Exercise details:
Using the listing below, give again exactly the lines from the line with "middle mcp: (620, 717)" to the line with "middle pip: (343, 246)", inclusive, without the pictures.

»»

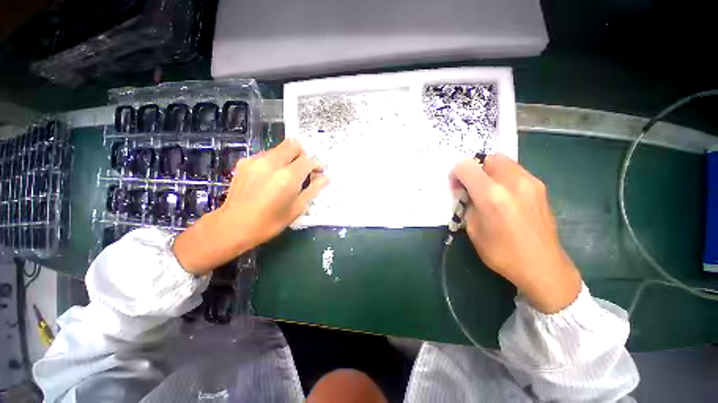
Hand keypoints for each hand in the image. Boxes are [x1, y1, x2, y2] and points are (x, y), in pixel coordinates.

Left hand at [173, 139, 328, 274]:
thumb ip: (313, 190)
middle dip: (303, 155)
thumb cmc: (269, 222)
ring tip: (285, 176)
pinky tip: (270, 178)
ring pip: (280, 149)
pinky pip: (267, 155)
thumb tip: (326, 178)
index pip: (308, 160)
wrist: (232, 226)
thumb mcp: (296, 209)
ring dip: (288, 158)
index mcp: (287, 177)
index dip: (316, 165)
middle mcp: (272, 163)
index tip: (317, 174)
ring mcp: (256, 160)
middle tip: (303, 170)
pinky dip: (274, 162)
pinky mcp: (245, 162)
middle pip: (294, 145)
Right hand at [451, 154, 580, 312]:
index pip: (466, 167)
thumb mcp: (473, 230)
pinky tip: (505, 196)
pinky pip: (515, 171)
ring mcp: (530, 182)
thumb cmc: (502, 253)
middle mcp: (513, 182)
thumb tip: (466, 193)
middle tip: (472, 187)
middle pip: (487, 158)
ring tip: (488, 191)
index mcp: (491, 195)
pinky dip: (503, 176)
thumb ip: (467, 205)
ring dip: (489, 171)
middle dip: (475, 169)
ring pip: (503, 161)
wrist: (543, 267)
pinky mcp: (540, 187)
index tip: (456, 187)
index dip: (456, 173)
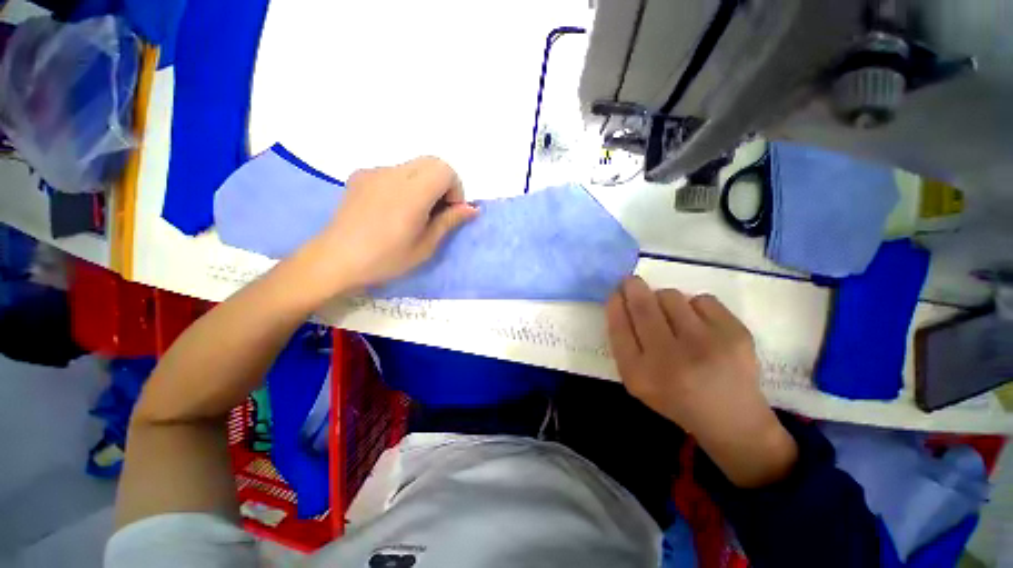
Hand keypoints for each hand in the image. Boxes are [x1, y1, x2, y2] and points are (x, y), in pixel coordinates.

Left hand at [312, 156, 477, 290]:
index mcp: (412, 193)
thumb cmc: (386, 259)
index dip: (455, 189)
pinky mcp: (360, 175)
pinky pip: (394, 171)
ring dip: (424, 184)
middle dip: (443, 184)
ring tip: (413, 212)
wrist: (336, 260)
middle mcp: (393, 174)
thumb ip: (449, 221)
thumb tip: (472, 208)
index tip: (448, 212)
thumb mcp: (425, 246)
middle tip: (435, 211)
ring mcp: (374, 172)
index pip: (445, 170)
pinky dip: (404, 184)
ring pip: (413, 166)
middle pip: (432, 162)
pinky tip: (392, 208)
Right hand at [606, 276, 796, 487]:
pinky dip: (695, 306)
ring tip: (672, 315)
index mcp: (640, 374)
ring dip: (664, 299)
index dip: (615, 304)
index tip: (615, 292)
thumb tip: (621, 300)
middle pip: (642, 306)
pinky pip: (702, 299)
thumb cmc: (675, 396)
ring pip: (671, 296)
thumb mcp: (637, 379)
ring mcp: (706, 345)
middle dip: (632, 287)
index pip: (619, 326)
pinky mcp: (735, 335)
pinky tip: (700, 325)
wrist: (732, 419)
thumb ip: (624, 342)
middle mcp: (670, 359)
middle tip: (632, 282)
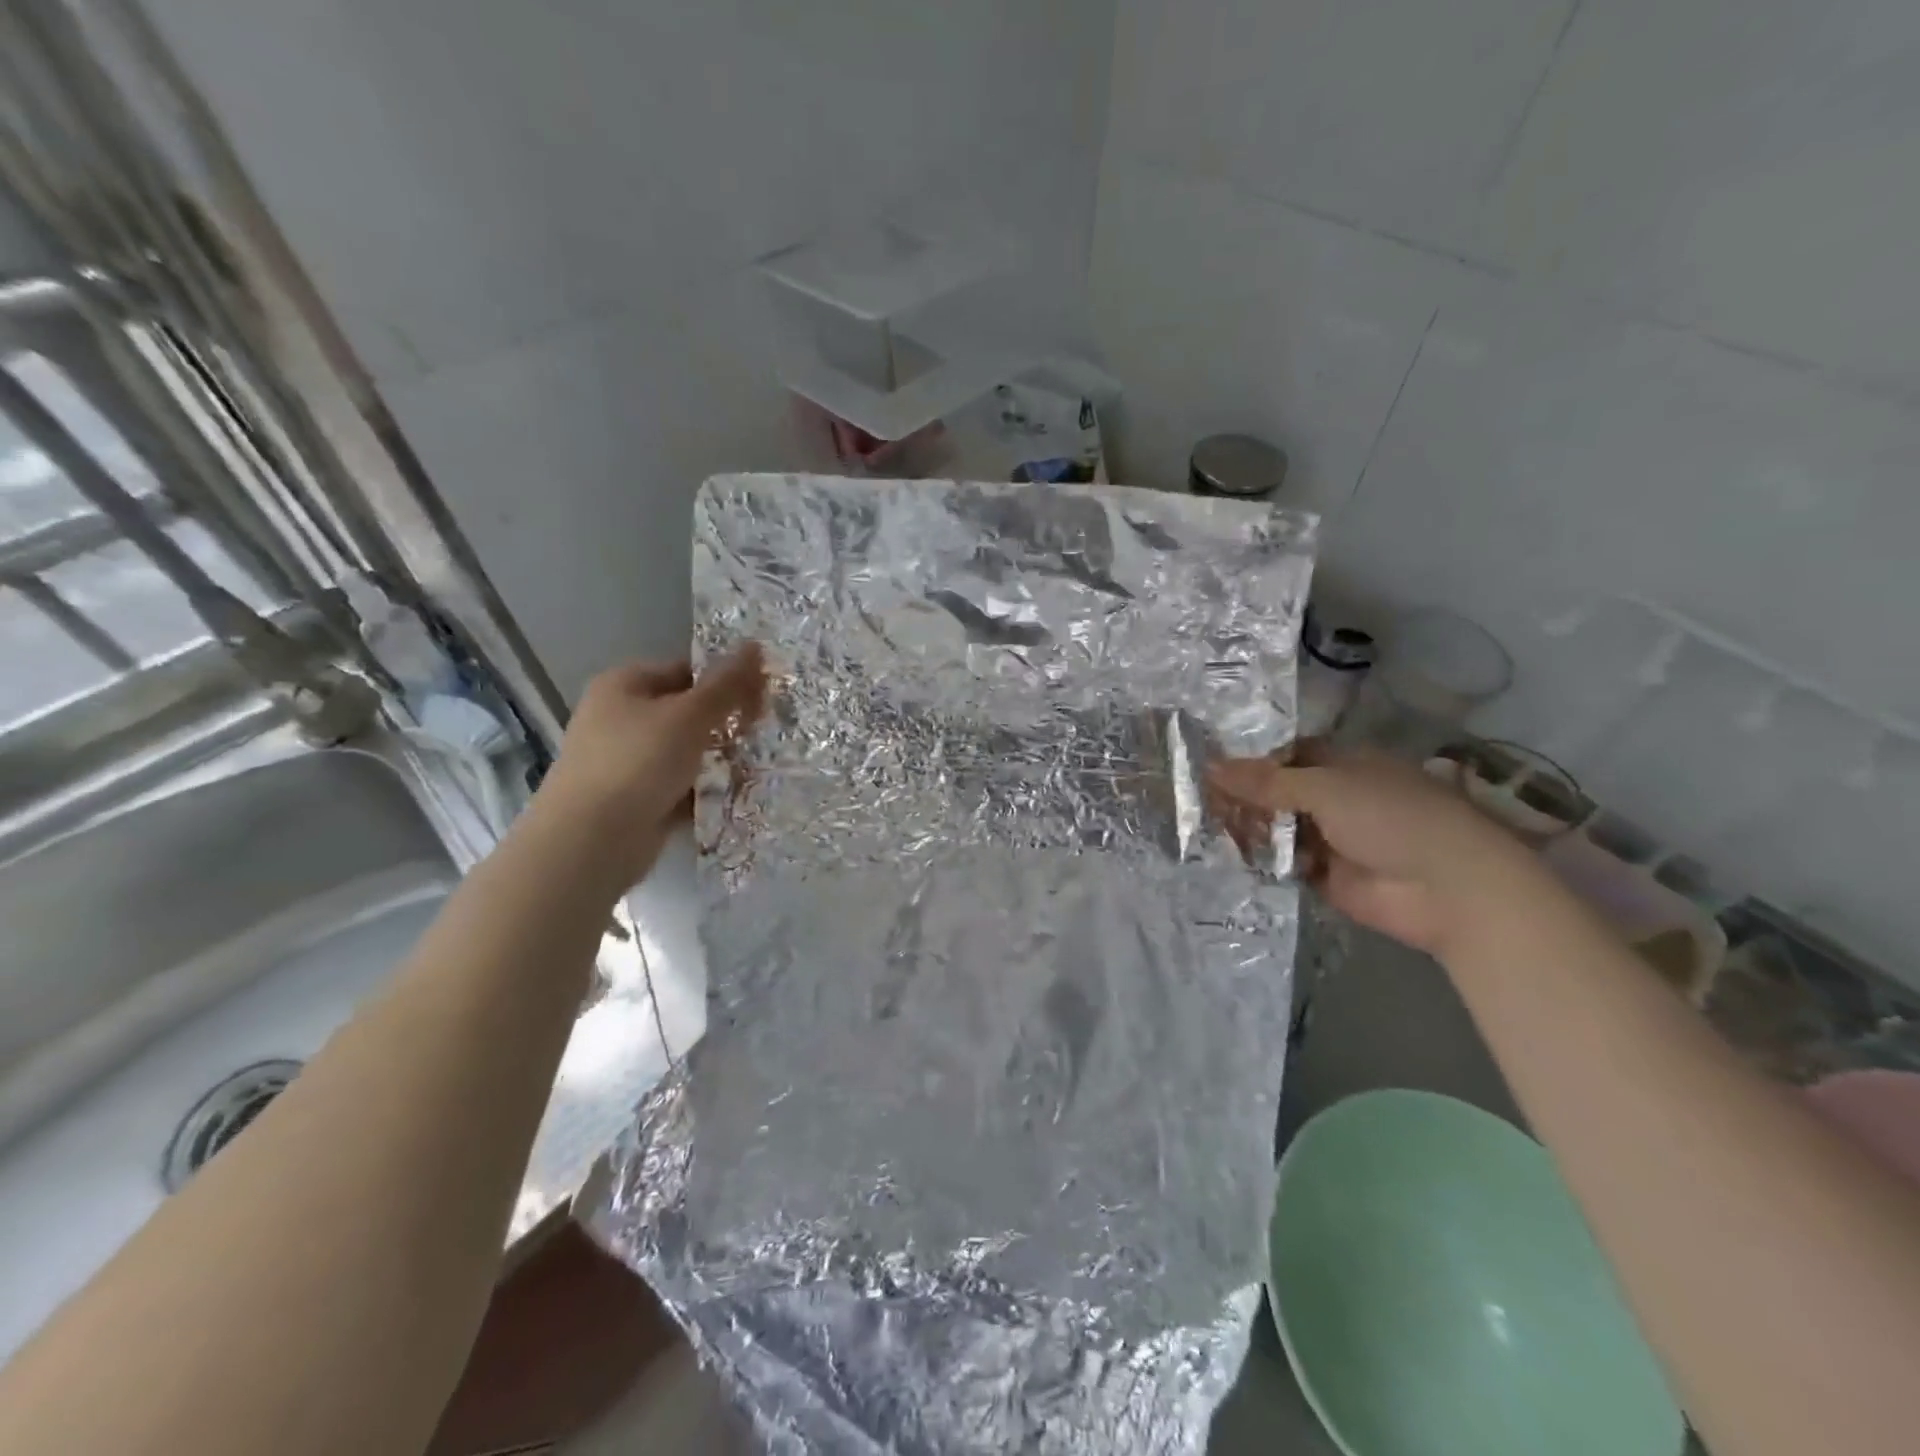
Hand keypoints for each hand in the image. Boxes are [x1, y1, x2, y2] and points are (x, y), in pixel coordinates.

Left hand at [527, 643, 765, 892]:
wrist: (590, 841)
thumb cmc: (637, 762)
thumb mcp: (689, 715)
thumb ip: (726, 684)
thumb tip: (755, 645)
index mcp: (624, 685)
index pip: (686, 670)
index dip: (726, 680)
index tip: (764, 698)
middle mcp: (620, 717)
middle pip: (687, 711)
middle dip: (726, 724)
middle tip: (766, 733)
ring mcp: (626, 761)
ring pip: (686, 751)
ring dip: (719, 759)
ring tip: (759, 766)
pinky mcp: (635, 799)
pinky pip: (680, 786)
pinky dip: (703, 790)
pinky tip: (734, 796)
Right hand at [1206, 747, 1541, 956]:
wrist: (1448, 889)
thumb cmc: (1392, 818)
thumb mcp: (1324, 788)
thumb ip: (1265, 781)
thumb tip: (1210, 766)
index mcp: (1343, 765)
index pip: (1286, 755)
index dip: (1249, 759)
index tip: (1206, 765)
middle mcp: (1335, 797)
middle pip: (1276, 793)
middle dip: (1242, 797)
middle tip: (1197, 801)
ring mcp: (1330, 838)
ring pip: (1277, 828)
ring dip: (1248, 828)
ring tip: (1204, 827)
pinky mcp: (1324, 876)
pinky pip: (1282, 864)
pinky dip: (1259, 861)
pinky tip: (1224, 855)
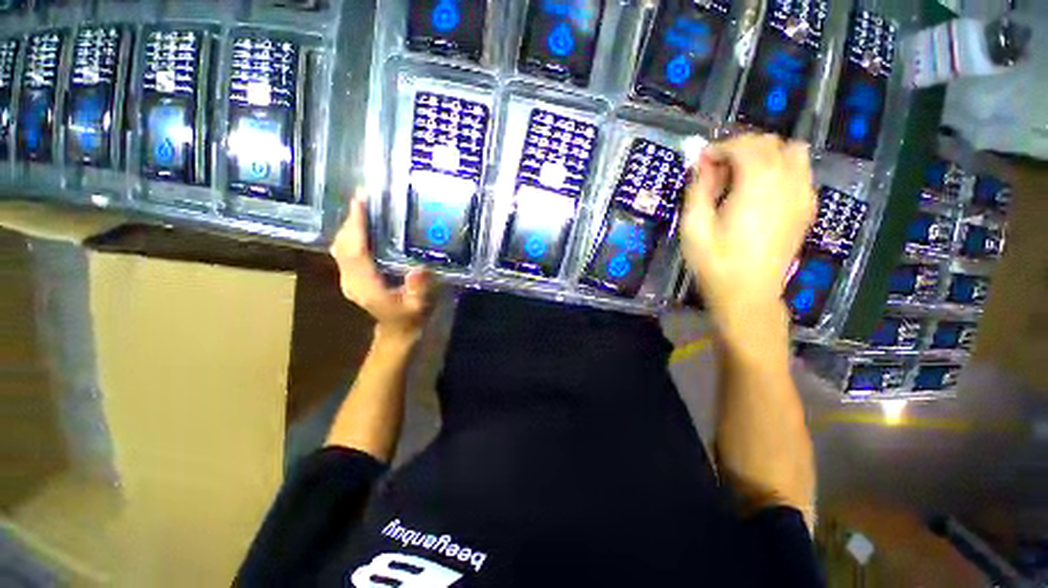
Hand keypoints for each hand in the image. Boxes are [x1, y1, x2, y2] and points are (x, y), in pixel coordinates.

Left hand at [330, 197, 436, 343]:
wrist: (398, 331)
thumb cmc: (411, 318)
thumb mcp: (421, 306)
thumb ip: (419, 290)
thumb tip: (419, 269)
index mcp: (366, 286)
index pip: (355, 252)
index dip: (356, 227)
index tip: (360, 203)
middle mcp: (351, 280)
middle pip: (343, 246)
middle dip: (351, 221)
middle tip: (364, 198)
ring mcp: (349, 279)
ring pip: (341, 247)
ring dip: (349, 226)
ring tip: (363, 207)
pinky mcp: (352, 277)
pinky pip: (346, 252)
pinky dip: (351, 235)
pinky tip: (362, 226)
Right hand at [680, 134, 815, 342]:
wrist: (748, 294)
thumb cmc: (715, 262)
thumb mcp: (694, 227)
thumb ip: (698, 189)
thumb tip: (701, 164)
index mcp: (757, 185)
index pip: (744, 145)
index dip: (719, 147)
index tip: (700, 162)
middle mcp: (787, 182)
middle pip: (770, 143)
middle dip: (740, 148)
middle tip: (716, 170)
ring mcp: (803, 194)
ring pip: (792, 152)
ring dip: (764, 155)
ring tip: (741, 176)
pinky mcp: (806, 208)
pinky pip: (800, 172)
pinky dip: (780, 169)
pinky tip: (761, 191)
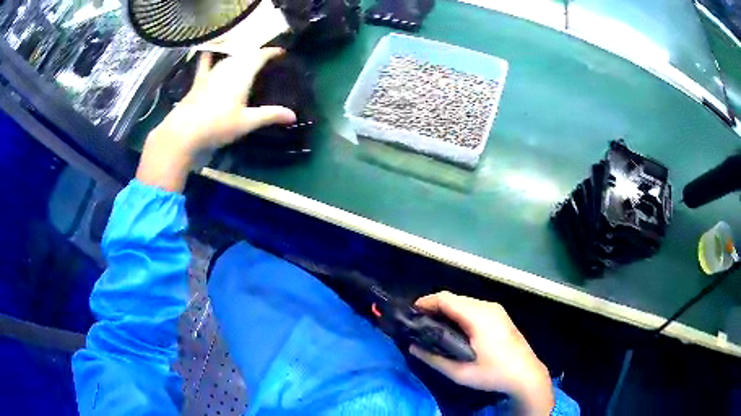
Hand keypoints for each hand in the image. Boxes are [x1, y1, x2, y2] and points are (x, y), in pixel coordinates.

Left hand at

««

Problem solution:
middle mcp: (620, 717)
middle pip: (687, 711)
middle dip: (726, 724)
middle tip: (766, 733)
ring mcp: (626, 761)
ring pip: (686, 751)
ring dip: (719, 759)
ring tip: (759, 766)
pinky mcp: (635, 799)
pinky pip: (680, 786)
pinky dip: (703, 790)
pinky tip: (734, 796)
Right hand at [1206, 747, 1541, 956]:
wrist: (1448, 889)
thumb cmc: (1392, 818)
thumb mcp: (1324, 788)
thumb ip: (1265, 781)
thumb tip: (1210, 766)
index mcp: (1343, 765)
index pip: (1286, 755)
index dip: (1249, 759)
index tip: (1206, 765)
middle mcp: (1335, 797)
middle pip: (1276, 793)
middle dip: (1242, 797)
middle tip: (1197, 801)
ring mcp: (1330, 838)
ring pip: (1277, 828)
ring dip: (1248, 828)
ring tip: (1204, 827)
pinky mcp: (1324, 876)
pinky pip: (1282, 864)
pinky dip: (1259, 861)
pinky tip: (1224, 855)
Hand keypoints for each hand in the image. Boxes are [x1, y1, x2, y2] and points are (x, y), in pixel coordinates.

Left hand at [330, 197, 436, 343]:
wrist: (398, 331)
thumb cmc: (411, 318)
thumb mcp: (421, 306)
thumb ip: (419, 290)
thumb tip: (419, 269)
index mcp: (366, 286)
index pip: (355, 252)
index dip: (356, 227)
index tip: (360, 203)
middle mcp: (351, 280)
middle pip: (343, 246)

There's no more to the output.